Este jueves 13 de junio, la sala especializada del Tribunal Electoral del Poder Judicial de la Federación (TEPJF) determinó que el presidente, Andrés Manuel López Obrador, cometió actos catalogados como violencia política de género en contra de Xóchitl Gálvez, quien fuera la candidata a la presidencia por la coalición Fuerza y Corazón por México entre PRI, PAN y PRD, durante las elecciones de 2024.
Dicha sala especializada acreditó las acusaciones impuestas por Gálvez, a causa de las expresiones emitidas por el mandatario durante 11 de sus conferencias matutinas, desvirtuando su trayectoria política:
De acuerdo con el TEPJF, los comentarios “configuran violencia simbólica con el objeto de menoscabar el reconocimiento de sus derechos políticos, basándose en su carácter de mujer e indígena, al reforzar el estereotipo de inferioridad o dependencia para acceder a cargos públicos, y que no es autónoma en sus decisiones”.
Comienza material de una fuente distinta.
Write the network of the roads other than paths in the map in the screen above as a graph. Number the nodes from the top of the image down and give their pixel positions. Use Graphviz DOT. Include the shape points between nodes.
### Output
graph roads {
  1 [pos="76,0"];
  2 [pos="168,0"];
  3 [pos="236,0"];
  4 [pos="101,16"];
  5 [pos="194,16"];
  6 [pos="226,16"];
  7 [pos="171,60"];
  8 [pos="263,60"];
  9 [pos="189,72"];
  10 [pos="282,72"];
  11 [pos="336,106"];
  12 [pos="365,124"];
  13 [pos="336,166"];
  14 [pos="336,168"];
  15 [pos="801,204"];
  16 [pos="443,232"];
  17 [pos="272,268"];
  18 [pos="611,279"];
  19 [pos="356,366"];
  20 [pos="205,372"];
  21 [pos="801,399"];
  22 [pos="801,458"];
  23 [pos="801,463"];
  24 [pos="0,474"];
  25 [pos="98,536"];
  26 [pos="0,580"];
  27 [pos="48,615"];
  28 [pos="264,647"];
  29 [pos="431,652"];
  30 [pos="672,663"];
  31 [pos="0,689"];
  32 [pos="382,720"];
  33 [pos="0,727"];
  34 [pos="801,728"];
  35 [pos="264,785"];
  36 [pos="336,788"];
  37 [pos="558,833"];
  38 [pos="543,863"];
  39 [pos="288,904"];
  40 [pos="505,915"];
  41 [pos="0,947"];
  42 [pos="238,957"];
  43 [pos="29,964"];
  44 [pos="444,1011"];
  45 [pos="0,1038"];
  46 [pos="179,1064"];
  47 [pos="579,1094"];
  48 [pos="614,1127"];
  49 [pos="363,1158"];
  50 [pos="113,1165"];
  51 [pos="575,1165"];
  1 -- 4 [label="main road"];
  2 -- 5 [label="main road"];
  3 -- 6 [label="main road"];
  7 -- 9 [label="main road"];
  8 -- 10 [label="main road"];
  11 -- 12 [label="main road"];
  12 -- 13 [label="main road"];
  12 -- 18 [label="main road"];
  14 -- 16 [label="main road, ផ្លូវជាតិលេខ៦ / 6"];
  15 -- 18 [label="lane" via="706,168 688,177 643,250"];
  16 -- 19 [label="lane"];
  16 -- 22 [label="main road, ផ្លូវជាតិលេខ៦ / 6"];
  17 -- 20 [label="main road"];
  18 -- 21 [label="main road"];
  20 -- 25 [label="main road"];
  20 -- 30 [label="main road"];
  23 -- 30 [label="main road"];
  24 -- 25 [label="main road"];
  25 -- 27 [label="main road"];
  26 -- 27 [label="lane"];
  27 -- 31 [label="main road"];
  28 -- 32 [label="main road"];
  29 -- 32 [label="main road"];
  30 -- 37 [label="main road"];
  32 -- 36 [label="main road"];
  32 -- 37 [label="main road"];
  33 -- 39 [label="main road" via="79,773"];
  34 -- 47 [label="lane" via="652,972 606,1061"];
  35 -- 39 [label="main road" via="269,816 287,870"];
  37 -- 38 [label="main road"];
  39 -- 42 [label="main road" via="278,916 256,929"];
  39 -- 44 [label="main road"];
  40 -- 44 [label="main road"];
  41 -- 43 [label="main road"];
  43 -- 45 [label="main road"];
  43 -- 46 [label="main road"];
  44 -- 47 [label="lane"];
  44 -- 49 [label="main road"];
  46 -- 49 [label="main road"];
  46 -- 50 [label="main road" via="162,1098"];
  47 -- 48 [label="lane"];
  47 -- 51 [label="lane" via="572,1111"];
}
De acuerdo con la Cámara de Diputados, al tipificar la violencia política de género como delito electoral se pueden acordar sanciones de hasta 7 años de prisión; por otro lado, “se estipula que se impondrá de 100 a 400 días de multa y prisión de 1 a 3 años al que, por razones de género, menoscabe o anule el reconocimiento, goce o ejercicio de los derechos político-electorales de una o varias mujeres”.
Sin embargo, la ley impide sancionar al presidente de la República por estas faltas en materia electoral, por lo cual solo se acreditó la infracción del mandatario por los comentarios emitidos en contra de Xóchitl Gálvez.